Stretching over 2,000 miles across 14 different states, the Appalachian Trail is one of the longest and most challenging hiking trails in the world. Hiking the Appalachian Trail will take you across varied terrains and weather conditions, and leave you exposed to various dangers usually found in the wilderness. Not only will the hike take its toll on you physically but mentally and emotionally as well. But if you’re up to it, you will certainly be rewarded with hosts of scenic landscapes, and of course, be one of the very few hikers who can boast about completing the trail. If you’re planning to take on the challenge, here are some Appalachian Trail hiking tips to help you out.
1. Learn the Trail
Take some time to learn the trail before you even think about going. The Appalachian Trail is very popular among thru-hikers so you shouldn’t have any problem with research. Read online blogs by hikers who have been there and completed the trail, and visit the trail’s website as well for any news and updates. Also, take a look at maps on the website to determine important information like the best routes, mail drop stations, shelters, and others.
2. Pack Light
This is perhaps one Appalachian Trail hiking tips that you’ll be hearing a lot, especially when tackling multi-day hikes. Any backpacker knows how important it is to keep your luggage as light as possible, but this becomes even more important for long-distance hikes. As the days wear on, you’ll be growing weaker and will tire easily with every mile you cover and every ounce of weight in your backpack will start feeling heavier than they are. So be sure to pack light and bring only the essentials.
3. Get the Right Gear
Long-distance hikes will require you to bring certain gear and equipment to survive out in the wilderness for months. Here are some of the essentials you’ll need.

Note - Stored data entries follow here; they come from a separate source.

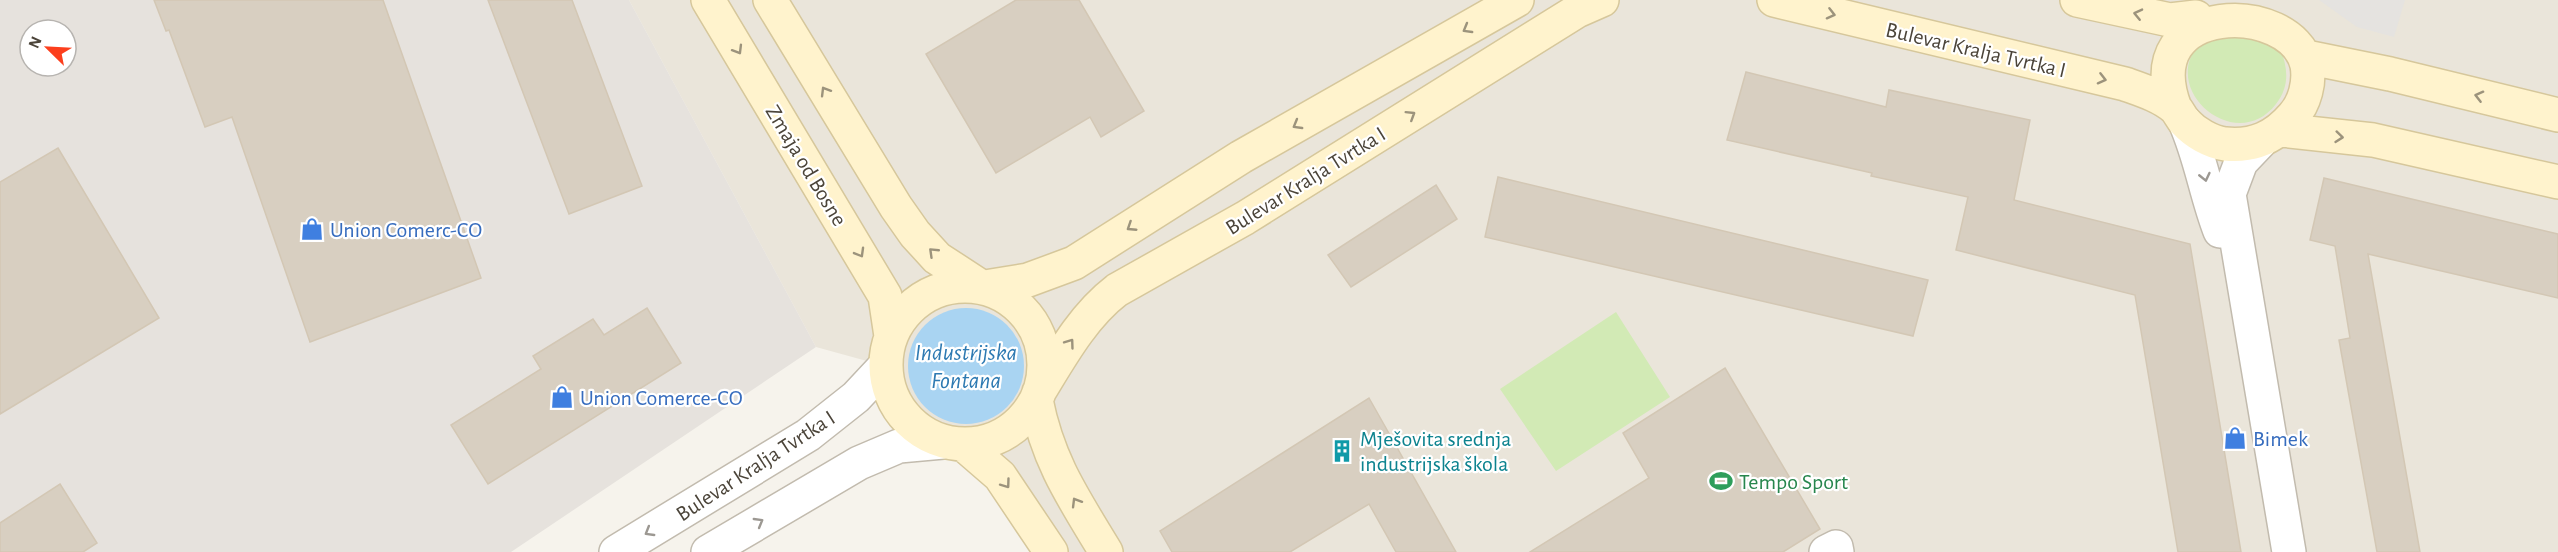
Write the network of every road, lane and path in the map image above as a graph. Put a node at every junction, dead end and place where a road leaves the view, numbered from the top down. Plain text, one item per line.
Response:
1 (708, 0) edge
2 (770, 0) edge
3 (1517, 0) edge
4 (1602, 0) edge
5 (1774, 0) edge
6 (2077, 0) edge
7 (2196, 17) junction
8 (2306, 57) junction
9 (2180, 115) junction
10 (2558, 115) edge
11 (2271, 136) junction
12 (2558, 182) edge
13 (983, 287) junction
14 (2244, 291) junction
15 (888, 351) junction
16 (1038, 396) junction
17 (953, 443) junction
18 (616, 552) edge
19 (708, 552) edge
20 (1051, 552) edge
21 (1107, 552) edge
22 (1826, 552) edge
23 (1837, 552) edge
24 (2289, 552) edge

1 -> 15 street, Zmaja od Bosne
13 -> 2 street
3 -> 13 street
16 -> 4 street, Bulevar Kralja Tvrtka I
5 -> 9 street, Bulevar Kralja Tvrtka I
7 -> 6 street
7 - 8 street
7 - 9 street
10 -> 8 street
8 - 11 street
9 - 11 street, Bulevar Kralja Tvrtka I
9 -> 14 street
11 -> 12 street, Bulevar Kralja Tvrtka I
11 - 14 street
13 - 15 street
13 - 16 street
14 - 24 street
15 - 17 street, Zmaja od Bosne
15 -> 18 street, Bulevar Kralja Tvrtka I
16 - 17 street
21 -> 16 street
19 -> 17 street
17 -> 20 street, Zmaja od Bosne
22 - 23 street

- Backpacking Backpack. Choose a backpacking backpack that is sturdy and strong enough to last you through months of rigorous hiking. That last thing you want is having your backpack strap snapping off or the zippers breaking while you’re out in the trail.
- Backpacking Tent. You’ll be spending many of your nights sleeping in the outdoors. Shelters are far and few in between so you’ll want to bring your own backpacking tent for times when there aren’t any shelters available.
- Backpacking Sleeping Bag. You certainly wouldn’t want to be sleeping on the dirt while you’re hiking. This can be very uncomfortable and the problem will only get worse when it rains. That said, you’ll want a waterproof and warm backpacking sleeping bag.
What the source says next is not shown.